Exercise: Please write out all of the data below exactly, without including the pictures.

Dataset records:
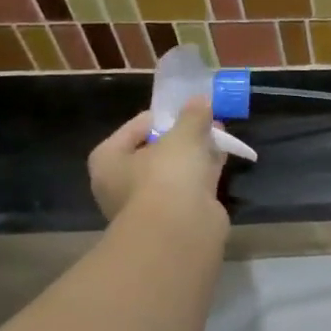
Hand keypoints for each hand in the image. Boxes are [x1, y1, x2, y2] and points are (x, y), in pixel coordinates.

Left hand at [88, 99, 228, 230]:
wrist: (180, 230)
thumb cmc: (167, 175)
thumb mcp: (183, 135)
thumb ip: (192, 116)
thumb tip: (201, 100)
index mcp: (108, 160)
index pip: (135, 128)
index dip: (164, 116)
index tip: (189, 110)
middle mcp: (121, 183)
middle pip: (155, 151)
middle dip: (182, 136)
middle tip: (206, 122)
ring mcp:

Response:
Hand keypoints for each hand in the image. Boxes are [x1, y1, x2, y2] and points are (x, y), in pixel coordinates.

Left hand at [88, 99, 228, 230]:
wrist: (180, 230)
thumb cmc: (167, 175)
thumb mcp: (183, 135)
thumb ip: (192, 116)
thumb tip: (201, 100)
index mcp: (108, 160)
index pip: (135, 128)
index dip: (164, 116)
index tip: (189, 110)
middle mcp: (121, 183)
middle pip: (155, 151)
middle dip: (182, 136)
middle tip: (206, 122)
ring mcp:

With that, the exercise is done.